### TRY IT:
Gather all lines in the entries below that include the word "Hermes".

### PROVIDED DATA:
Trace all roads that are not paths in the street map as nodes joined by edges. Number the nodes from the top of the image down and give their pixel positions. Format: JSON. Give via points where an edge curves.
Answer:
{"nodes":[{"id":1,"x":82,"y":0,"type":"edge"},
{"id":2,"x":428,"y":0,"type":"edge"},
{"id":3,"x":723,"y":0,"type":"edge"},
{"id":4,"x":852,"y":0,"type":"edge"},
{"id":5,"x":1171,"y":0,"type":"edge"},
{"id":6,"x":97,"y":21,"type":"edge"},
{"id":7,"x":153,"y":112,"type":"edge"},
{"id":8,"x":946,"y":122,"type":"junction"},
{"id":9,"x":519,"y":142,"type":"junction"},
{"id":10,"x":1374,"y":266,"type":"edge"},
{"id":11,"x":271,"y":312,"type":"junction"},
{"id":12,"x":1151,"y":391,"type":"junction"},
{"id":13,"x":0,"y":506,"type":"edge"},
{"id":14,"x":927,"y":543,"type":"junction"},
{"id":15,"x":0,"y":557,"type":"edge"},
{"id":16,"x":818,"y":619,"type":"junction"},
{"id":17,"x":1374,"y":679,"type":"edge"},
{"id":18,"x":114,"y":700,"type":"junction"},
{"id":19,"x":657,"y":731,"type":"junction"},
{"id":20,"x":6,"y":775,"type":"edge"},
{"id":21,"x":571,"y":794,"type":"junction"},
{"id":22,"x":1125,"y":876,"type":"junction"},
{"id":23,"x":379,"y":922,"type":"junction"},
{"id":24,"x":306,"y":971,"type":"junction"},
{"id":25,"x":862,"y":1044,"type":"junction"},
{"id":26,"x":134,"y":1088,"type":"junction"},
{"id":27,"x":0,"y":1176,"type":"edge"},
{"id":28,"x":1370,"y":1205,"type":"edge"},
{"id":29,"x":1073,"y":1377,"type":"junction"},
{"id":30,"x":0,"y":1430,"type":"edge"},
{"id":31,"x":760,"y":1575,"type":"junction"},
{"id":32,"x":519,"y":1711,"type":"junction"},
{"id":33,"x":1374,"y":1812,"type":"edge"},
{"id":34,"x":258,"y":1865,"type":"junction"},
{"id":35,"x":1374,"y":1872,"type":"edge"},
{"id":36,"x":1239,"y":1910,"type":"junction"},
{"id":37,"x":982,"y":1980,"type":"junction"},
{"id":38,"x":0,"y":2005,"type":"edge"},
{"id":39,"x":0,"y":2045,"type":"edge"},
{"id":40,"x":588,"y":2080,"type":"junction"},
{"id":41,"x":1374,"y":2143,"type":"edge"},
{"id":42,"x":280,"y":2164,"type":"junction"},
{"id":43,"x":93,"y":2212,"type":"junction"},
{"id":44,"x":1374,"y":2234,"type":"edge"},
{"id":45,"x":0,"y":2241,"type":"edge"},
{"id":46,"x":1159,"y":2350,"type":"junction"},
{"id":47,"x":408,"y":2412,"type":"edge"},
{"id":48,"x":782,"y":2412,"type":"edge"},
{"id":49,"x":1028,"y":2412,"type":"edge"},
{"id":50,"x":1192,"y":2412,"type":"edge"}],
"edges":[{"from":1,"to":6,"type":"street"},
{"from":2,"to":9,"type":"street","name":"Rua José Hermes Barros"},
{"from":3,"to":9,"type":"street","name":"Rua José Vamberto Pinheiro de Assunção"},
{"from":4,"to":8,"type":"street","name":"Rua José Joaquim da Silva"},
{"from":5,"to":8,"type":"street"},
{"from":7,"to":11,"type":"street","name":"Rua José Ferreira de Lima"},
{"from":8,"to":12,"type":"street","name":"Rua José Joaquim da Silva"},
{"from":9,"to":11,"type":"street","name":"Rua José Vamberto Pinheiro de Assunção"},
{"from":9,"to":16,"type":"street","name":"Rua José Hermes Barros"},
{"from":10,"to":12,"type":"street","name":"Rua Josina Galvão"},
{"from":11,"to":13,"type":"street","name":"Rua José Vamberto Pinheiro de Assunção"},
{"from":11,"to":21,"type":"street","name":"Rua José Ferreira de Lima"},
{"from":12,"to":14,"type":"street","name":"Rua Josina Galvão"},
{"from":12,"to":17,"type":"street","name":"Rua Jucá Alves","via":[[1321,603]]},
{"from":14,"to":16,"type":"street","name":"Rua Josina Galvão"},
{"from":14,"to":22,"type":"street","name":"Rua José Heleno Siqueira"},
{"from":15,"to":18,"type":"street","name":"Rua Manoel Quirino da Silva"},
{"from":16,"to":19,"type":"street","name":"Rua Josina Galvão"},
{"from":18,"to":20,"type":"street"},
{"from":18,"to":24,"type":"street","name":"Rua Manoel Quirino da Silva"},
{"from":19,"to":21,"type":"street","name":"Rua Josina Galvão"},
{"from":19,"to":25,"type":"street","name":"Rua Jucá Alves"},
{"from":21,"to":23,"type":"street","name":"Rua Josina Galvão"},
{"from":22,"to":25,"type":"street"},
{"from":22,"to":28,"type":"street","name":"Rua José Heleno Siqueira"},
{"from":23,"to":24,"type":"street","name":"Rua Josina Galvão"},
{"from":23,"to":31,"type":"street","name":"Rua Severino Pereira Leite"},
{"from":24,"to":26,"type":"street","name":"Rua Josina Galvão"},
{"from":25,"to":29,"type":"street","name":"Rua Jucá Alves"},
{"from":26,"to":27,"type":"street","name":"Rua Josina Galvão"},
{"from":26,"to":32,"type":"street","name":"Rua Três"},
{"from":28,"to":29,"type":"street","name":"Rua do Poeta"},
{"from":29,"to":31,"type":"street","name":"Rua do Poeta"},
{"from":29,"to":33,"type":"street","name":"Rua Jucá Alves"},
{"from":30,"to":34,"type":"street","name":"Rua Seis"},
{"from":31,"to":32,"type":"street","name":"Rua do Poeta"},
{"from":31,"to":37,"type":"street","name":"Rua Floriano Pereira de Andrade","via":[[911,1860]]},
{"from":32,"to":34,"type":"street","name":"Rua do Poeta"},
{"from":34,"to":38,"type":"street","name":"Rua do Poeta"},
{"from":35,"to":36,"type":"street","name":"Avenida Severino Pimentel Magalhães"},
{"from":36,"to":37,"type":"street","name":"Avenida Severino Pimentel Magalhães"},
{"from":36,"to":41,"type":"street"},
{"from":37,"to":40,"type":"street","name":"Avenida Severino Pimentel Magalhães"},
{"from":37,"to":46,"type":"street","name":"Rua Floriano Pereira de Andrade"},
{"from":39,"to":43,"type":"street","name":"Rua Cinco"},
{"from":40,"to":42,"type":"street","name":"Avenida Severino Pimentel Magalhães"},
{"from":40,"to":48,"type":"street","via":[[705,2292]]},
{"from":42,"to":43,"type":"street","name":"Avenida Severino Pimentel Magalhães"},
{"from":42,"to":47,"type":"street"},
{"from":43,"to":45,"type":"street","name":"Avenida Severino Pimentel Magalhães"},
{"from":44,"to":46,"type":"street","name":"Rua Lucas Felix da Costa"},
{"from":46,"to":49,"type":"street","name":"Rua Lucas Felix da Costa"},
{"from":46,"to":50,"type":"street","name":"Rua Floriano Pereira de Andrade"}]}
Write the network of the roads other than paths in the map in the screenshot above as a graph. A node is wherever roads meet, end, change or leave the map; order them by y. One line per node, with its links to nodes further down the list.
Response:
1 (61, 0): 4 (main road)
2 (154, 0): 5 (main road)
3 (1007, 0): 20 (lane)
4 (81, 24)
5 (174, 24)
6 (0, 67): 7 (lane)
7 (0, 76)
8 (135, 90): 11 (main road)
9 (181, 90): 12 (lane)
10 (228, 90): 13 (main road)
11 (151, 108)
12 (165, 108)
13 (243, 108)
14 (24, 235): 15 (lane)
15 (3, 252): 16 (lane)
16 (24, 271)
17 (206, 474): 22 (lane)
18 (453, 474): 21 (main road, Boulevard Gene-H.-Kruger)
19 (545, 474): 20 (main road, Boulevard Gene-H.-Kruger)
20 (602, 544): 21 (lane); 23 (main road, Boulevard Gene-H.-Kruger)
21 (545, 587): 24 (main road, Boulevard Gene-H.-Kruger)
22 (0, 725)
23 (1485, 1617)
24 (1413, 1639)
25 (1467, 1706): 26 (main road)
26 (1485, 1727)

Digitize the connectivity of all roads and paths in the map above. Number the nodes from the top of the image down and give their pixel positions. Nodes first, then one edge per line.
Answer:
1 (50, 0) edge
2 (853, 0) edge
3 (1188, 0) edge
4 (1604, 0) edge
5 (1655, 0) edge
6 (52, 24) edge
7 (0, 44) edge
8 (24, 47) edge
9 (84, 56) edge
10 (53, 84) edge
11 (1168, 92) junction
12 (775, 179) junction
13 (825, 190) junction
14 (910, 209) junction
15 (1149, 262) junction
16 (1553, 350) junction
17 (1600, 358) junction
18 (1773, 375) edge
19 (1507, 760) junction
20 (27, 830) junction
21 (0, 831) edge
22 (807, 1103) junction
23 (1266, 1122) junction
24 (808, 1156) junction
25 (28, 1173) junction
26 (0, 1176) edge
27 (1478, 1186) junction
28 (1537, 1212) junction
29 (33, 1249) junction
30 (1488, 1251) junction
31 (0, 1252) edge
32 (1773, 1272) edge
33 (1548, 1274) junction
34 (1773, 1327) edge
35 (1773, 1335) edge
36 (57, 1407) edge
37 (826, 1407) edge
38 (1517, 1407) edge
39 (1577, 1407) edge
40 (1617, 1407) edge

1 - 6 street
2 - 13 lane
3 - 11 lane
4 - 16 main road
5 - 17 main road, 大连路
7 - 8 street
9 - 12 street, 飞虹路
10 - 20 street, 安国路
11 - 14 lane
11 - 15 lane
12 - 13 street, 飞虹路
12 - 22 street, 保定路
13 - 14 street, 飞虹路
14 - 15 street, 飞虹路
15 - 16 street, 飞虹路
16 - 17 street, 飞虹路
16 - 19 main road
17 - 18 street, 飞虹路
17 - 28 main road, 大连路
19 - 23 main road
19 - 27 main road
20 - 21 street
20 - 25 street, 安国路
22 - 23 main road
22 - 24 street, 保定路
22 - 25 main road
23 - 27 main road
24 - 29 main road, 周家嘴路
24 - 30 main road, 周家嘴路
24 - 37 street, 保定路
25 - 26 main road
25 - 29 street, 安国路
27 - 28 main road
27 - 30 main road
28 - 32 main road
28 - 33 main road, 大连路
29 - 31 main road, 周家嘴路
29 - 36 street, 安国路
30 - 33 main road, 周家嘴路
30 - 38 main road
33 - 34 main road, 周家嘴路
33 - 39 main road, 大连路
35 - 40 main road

### RESPONSE TO THE TASK:
{"from":2,"to":9,"type":"street","name":"Rua José Hermes Barros"},
{"from":9,"to":16,"type":"street","name":"Rua José Hermes Barros"},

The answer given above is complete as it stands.